* WHAT IS BEING ASKED *
Keep the images out and copy every entry below exactly.

* DATA SECTION *
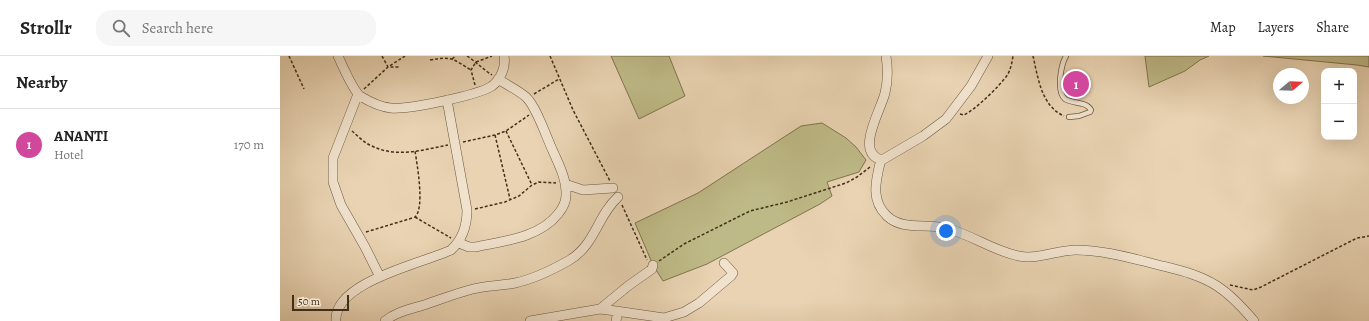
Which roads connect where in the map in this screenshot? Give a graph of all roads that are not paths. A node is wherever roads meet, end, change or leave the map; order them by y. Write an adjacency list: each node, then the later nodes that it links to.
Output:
1 (338, 56): 7 (street)
2 (504, 56): 6 (street)
3 (886, 56): 10 (street)
4 (988, 56): 10 (street)
5 (1066, 56): 9 (lane)
6 (498, 80): 8 (street); 11 (street)
7 (358, 94): 8 (street); 17 (street)
8 (447, 100): 14 (street)
9 (1069, 117)
10 (879, 159): 24 (street)
11 (565, 184): 12 (street); 14 (street)
12 (613, 188)
13 (618, 197): 21 (street)
14 (458, 243): 17 (street)
15 (724, 263): 19 (street)
16 (653, 267): 18 (street)
17 (380, 277): 20 (street)
18 (600, 309): 19 (street); 22 (street)
19 (616, 311): 23 (street)
20 (336, 321)
21 (385, 321)
22 (530, 321)
23 (616, 321)
24 (1254, 321)

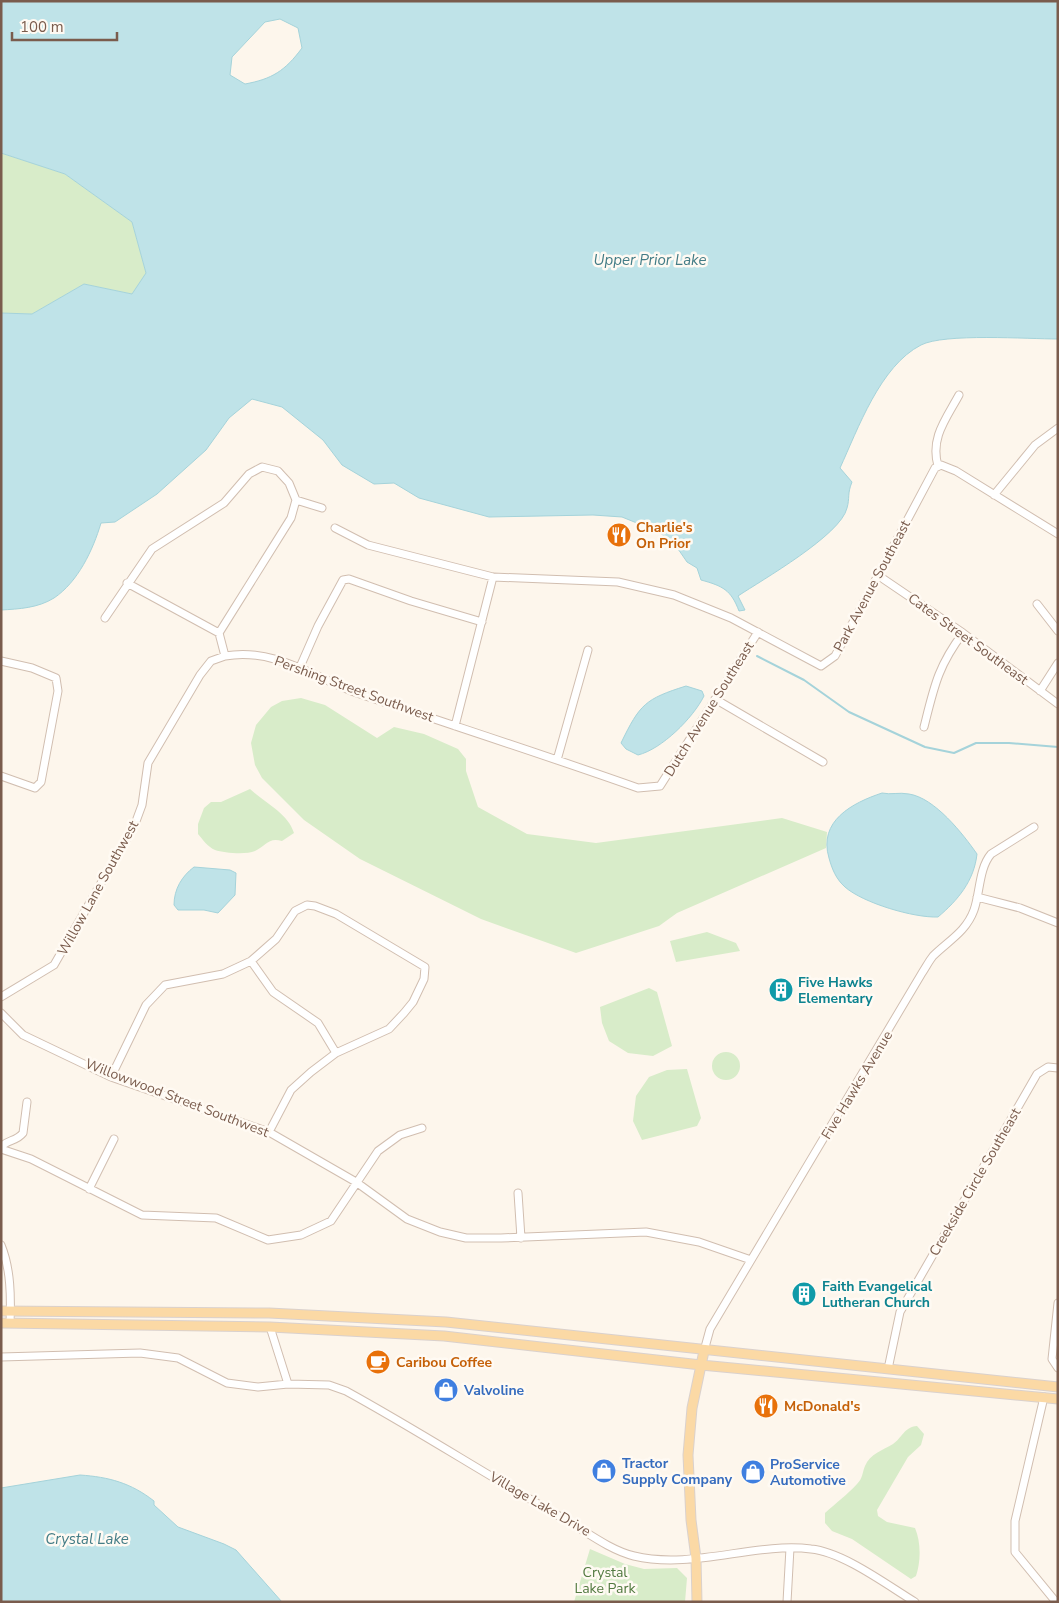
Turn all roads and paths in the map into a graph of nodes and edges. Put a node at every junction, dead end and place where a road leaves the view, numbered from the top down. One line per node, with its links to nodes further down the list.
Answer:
1 (959, 395): 3 (street)
2 (1058, 428): 4 (street)
3 (939, 465): 4 (street); 9 (street, Park Avenue Southeast)
4 (994, 495): 8 (street)
5 (296, 500): 6 (street); 11 (street); 17 (street)
6 (322, 508)
7 (335, 528): 10 (street)
8 (1058, 534)
9 (879, 576): 16 (street, Park Avenue Southeast); 18 (street, Cates Street Southeast)
10 (494, 577): 14 (street); 16 (street)
11 (128, 582): 13 (street); 17 (street)
12 (1037, 604): 15 (street)
13 (104, 618)
14 (482, 622): 23 (street); 27 (street)
15 (1058, 631)
16 (758, 632): 25 (street, Dutch Avenue Southeast)
17 (219, 633): 20 (street)
18 (964, 633): 24 (street, Cates Street Southeast); 28 (street)
19 (588, 650): 29 (street)
20 (224, 656): 23 (street, Pershing Street Southwest); 37 (street, Willow Lane Southwest)
21 (1, 661): 31 (street)
22 (1058, 663): 24 (street)
23 (300, 667): 27 (street, Pershing Street Southwest)
24 (1040, 692): 26 (street, Cates Street Southeast)
25 (715, 699): 30 (street); 32 (street, Dutch Avenue Southeast)
26 (1058, 704)
27 (455, 726): 29 (street, Pershing Street Southwest)
28 (924, 727)
29 (556, 760): 32 (street, Pershing Street Southwest)
30 (824, 762)
31 (1, 776)
32 (660, 786)
33 (1034, 827): 34 (street, Five Hawks Avenue)
34 (977, 897): 35 (street); 52 (street, Five Hawks Avenue)
35 (1058, 923)
36 (251, 961): 39 (street); 39 (street); 41 (street)
37 (1, 997)
38 (1, 1013): 41 (street, Willowwood Street Southwest)
39 (336, 1053): 44 (street)
40 (1058, 1068): 61 (street, Creekside Circle Southeast)
41 (111, 1076): 44 (street, Willowwood Street Southwest)
42 (27, 1102): 46 (street)
43 (422, 1128): 47 (street)
44 (269, 1132): 47 (street, Willowwood Street Southwest)
45 (114, 1139): 48 (street)
46 (1, 1148): 48 (street)
47 (356, 1182): 48 (street); 50 (street, Willowwood Street Southwest)
48 (89, 1189)
49 (518, 1193): 50 (street)
50 (521, 1238): 52 (street, Willowwood Street Southwest)
51 (1, 1245): 54 (street)
52 (751, 1260): 57 (street, Five Hawks Avenue)
53 (1058, 1303): 60 (street)
54 (6, 1310): 55 (street); 57 (main road)
55 (6, 1323): 56 (main road)
56 (270, 1327): 59 (main road); 62 (street)
57 (704, 1351): 59 (main road, Five Hawks Avenue); 61 (main road)
58 (1, 1357): 62 (street, Village Lake Drive)
59 (701, 1365): 64 (main road); 67 (main road, Five Hawks Avenue)
60 (1058, 1368)
61 (888, 1369): 63 (main road)
62 (288, 1384): 67 (street, Village Lake Drive)
63 (1058, 1387)
64 (1044, 1397): 65 (main road); 71 (street)
65 (1058, 1399)
66 (790, 1548): 67 (street, Village Lake Drive); 69 (street); 70 (street, Village Lake Drive)
67 (696, 1558): 68 (main road, Five Hawks Avenue)
68 (697, 1602)
69 (787, 1602)
70 (915, 1602)
71 (1056, 1602)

* COMPLETED EXERCISE *
Which roads connect where in the map in this screenshot? Give a graph of all roads that are not paths. A node is wherever roads meet, end, change or leave the map; order them by y. Write an adjacency list: each node, then the later nodes that it links to.
Output:
1 (338, 56): 7 (street)
2 (504, 56): 6 (street)
3 (886, 56): 10 (street)
4 (988, 56): 10 (street)
5 (1066, 56): 9 (lane)
6 (498, 80): 8 (street); 11 (street)
7 (358, 94): 8 (street); 17 (street)
8 (447, 100): 14 (street)
9 (1069, 117)
10 (879, 159): 24 (street)
11 (565, 184): 12 (street); 14 (street)
12 (613, 188)
13 (618, 197): 21 (street)
14 (458, 243): 17 (street)
15 (724, 263): 19 (street)
16 (653, 267): 18 (street)
17 (380, 277): 20 (street)
18 (600, 309): 19 (street); 22 (street)
19 (616, 311): 23 (street)
20 (336, 321)
21 (385, 321)
22 (530, 321)
23 (616, 321)
24 (1254, 321)

Turn all roads and paths in the map into a graph of nodes and edges. Put a node at every junction, dead end and place where a road leaves the view, numbered from the top down. One line per node, with its links to nodes further down the list.
Answer:
1 (959, 395): 3 (street)
2 (1058, 428): 4 (street)
3 (939, 465): 4 (street); 9 (street, Park Avenue Southeast)
4 (994, 495): 8 (street)
5 (296, 500): 6 (street); 11 (street); 17 (street)
6 (322, 508)
7 (335, 528): 10 (street)
8 (1058, 534)
9 (879, 576): 16 (street, Park Avenue Southeast); 18 (street, Cates Street Southeast)
10 (494, 577): 14 (street); 16 (street)
11 (128, 582): 13 (street); 17 (street)
12 (1037, 604): 15 (street)
13 (104, 618)
14 (482, 622): 23 (street); 27 (street)
15 (1058, 631)
16 (758, 632): 25 (street, Dutch Avenue Southeast)
17 (219, 633): 20 (street)
18 (964, 633): 24 (street, Cates Street Southeast); 28 (street)
19 (588, 650): 29 (street)
20 (224, 656): 23 (street, Pershing Street Southwest); 37 (street, Willow Lane Southwest)
21 (1, 661): 31 (street)
22 (1058, 663): 24 (street)
23 (300, 667): 27 (street, Pershing Street Southwest)
24 (1040, 692): 26 (street, Cates Street Southeast)
25 (715, 699): 30 (street); 32 (street, Dutch Avenue Southeast)
26 (1058, 704)
27 (455, 726): 29 (street, Pershing Street Southwest)
28 (924, 727)
29 (556, 760): 32 (street, Pershing Street Southwest)
30 (824, 762)
31 (1, 776)
32 (660, 786)
33 (1034, 827): 34 (street, Five Hawks Avenue)
34 (977, 897): 35 (street); 52 (street, Five Hawks Avenue)
35 (1058, 923)
36 (251, 961): 39 (street); 39 (street); 41 (street)
37 (1, 997)
38 (1, 1013): 41 (street, Willowwood Street Southwest)
39 (336, 1053): 44 (street)
40 (1058, 1068): 61 (street, Creekside Circle Southeast)
41 (111, 1076): 44 (street, Willowwood Street Southwest)
42 (27, 1102): 46 (street)
43 (422, 1128): 47 (street)
44 (269, 1132): 47 (street, Willowwood Street Southwest)
45 (114, 1139): 48 (street)
46 (1, 1148): 48 (street)
47 (356, 1182): 48 (street); 50 (street, Willowwood Street Southwest)
48 (89, 1189)
49 (518, 1193): 50 (street)
50 (521, 1238): 52 (street, Willowwood Street Southwest)
51 (1, 1245): 54 (street)
52 (751, 1260): 57 (street, Five Hawks Avenue)
53 (1058, 1303): 60 (street)
54 (6, 1310): 55 (street); 57 (main road)
55 (6, 1323): 56 (main road)
56 (270, 1327): 59 (main road); 62 (street)
57 (704, 1351): 59 (main road, Five Hawks Avenue); 61 (main road)
58 (1, 1357): 62 (street, Village Lake Drive)
59 (701, 1365): 64 (main road); 67 (main road, Five Hawks Avenue)
60 (1058, 1368)
61 (888, 1369): 63 (main road)
62 (288, 1384): 67 (street, Village Lake Drive)
63 (1058, 1387)
64 (1044, 1397): 65 (main road); 71 (street)
65 (1058, 1399)
66 (790, 1548): 67 (street, Village Lake Drive); 69 (street); 70 (street, Village Lake Drive)
67 (696, 1558): 68 (main road, Five Hawks Avenue)
68 (697, 1602)
69 (787, 1602)
70 (915, 1602)
71 (1056, 1602)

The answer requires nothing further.